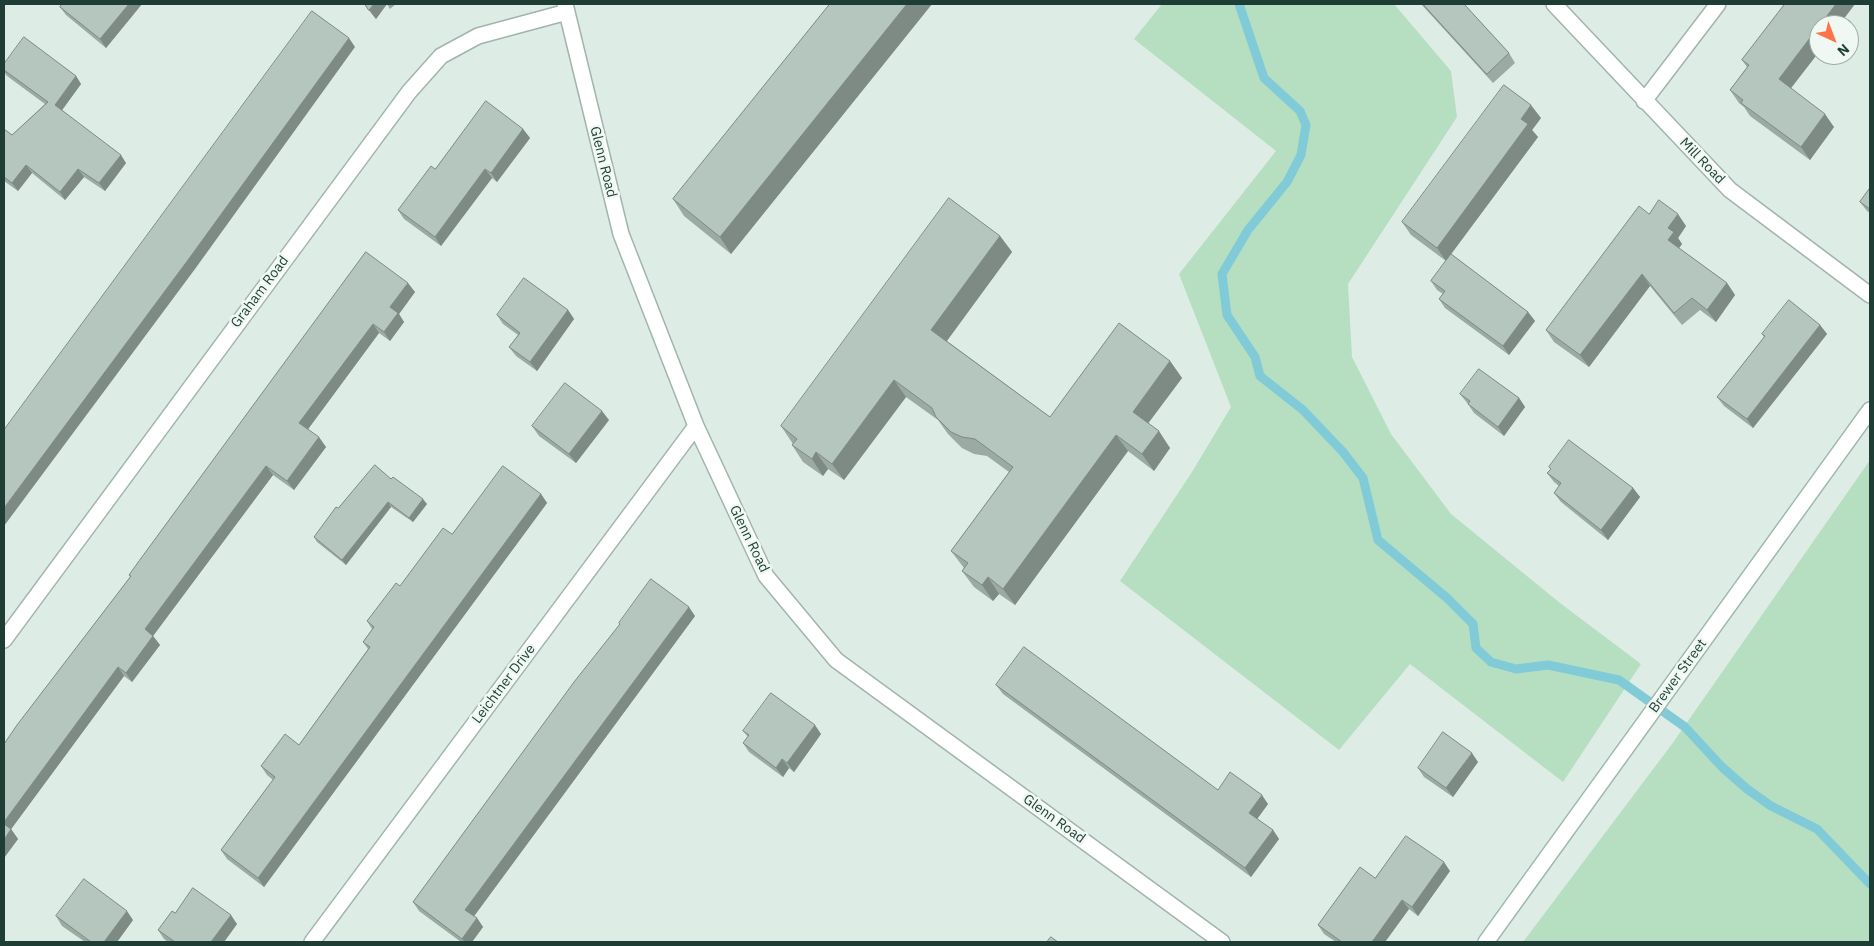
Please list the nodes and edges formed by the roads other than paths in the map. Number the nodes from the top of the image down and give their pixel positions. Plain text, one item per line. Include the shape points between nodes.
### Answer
1 (1554, 4) edge
2 (1718, 4) edge
3 (566, 8) edge
4 (1644, 101) junction
5 (1870, 295) edge
6 (1870, 410) edge
7 (696, 426) junction
8 (4, 640) edge
9 (1491, 938) edge
10 (312, 942) edge
11 (1222, 942) edge

1 - 4 street, Mill Road
2 - 4 street
3 - 7 street, Glenn Road via 621,234
3 - 8 street, Graham Road via 478,36 441,56 416,85
4 - 5 street, Mill Road via 1730,190
6 - 9 street, Brewer Street
7 - 10 street, Leichtner Drive
7 - 11 street, Glenn Road via 766,576 836,660

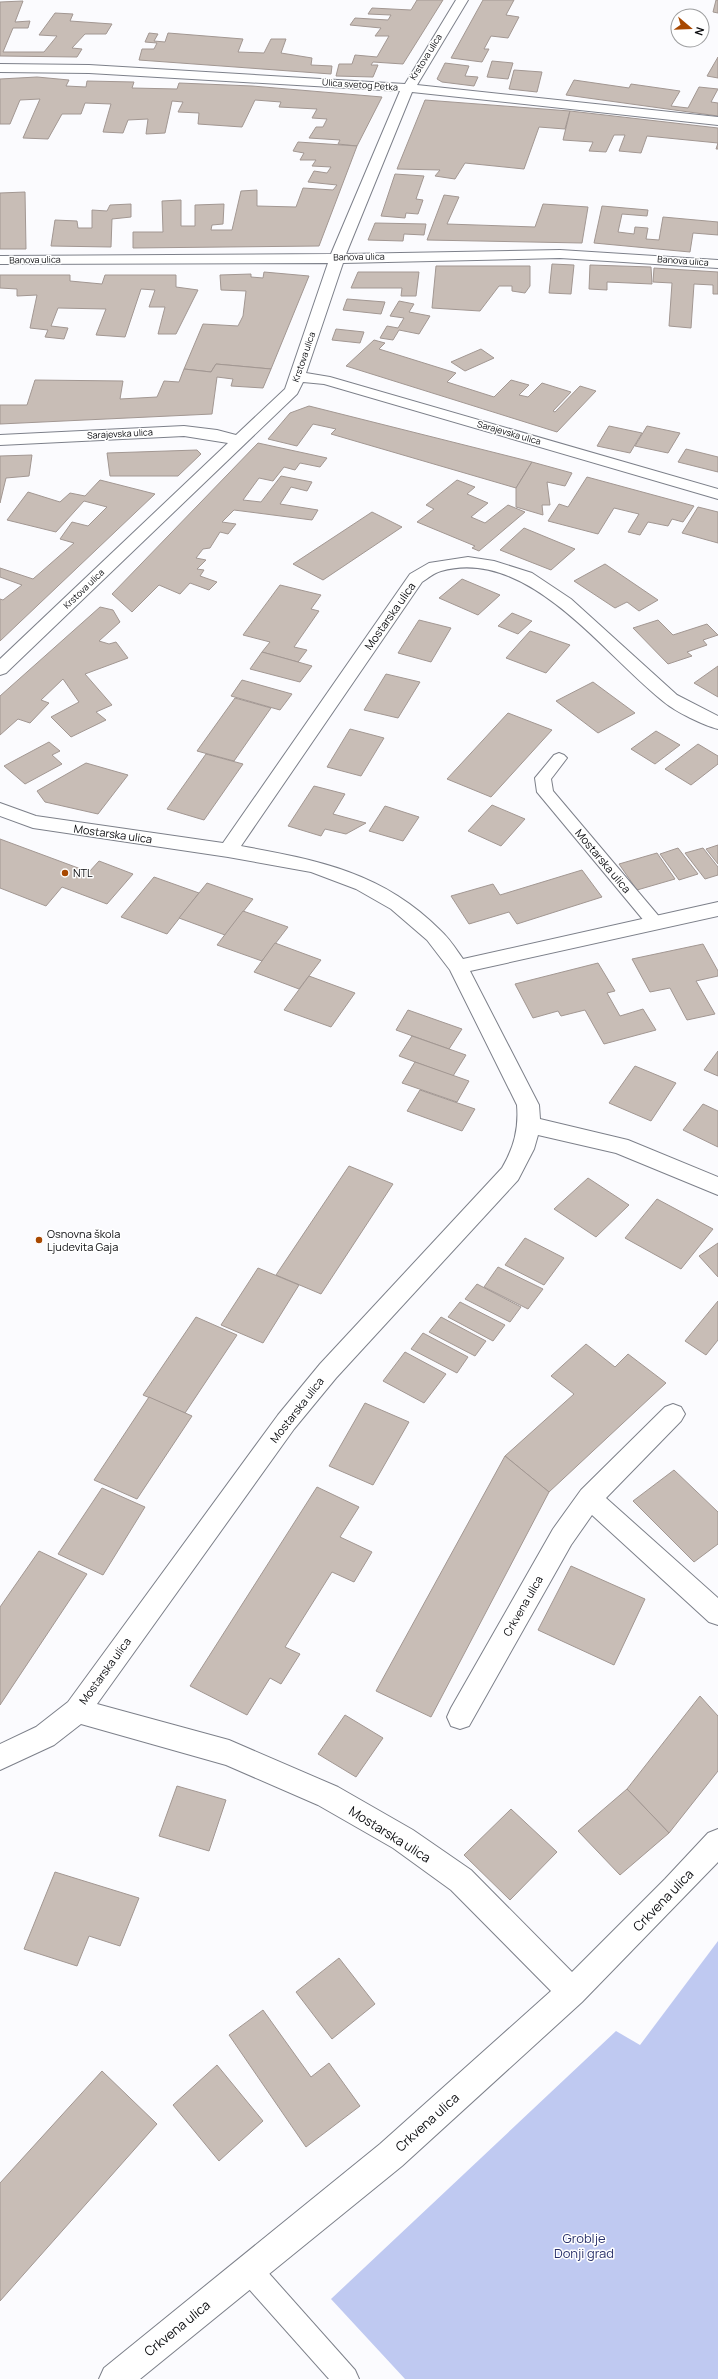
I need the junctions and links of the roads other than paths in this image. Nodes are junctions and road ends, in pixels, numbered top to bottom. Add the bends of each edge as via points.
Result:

══════════════════════════════

Try it: Identify the lines of the entries containing the string "than". Copy each such line.

Finished task:
Please list the nodes and edges formed by the roads other than paths in the map. Number the nodes from the top of the image down and give their pixel positions. Plain text, one item per line. Include the shape points between nodes.
I need the junctions and links of the roads other than paths in this image. Nodes are junctions and road ends, in pixels, numbered top to bottom. Add the bends of each edge as via points.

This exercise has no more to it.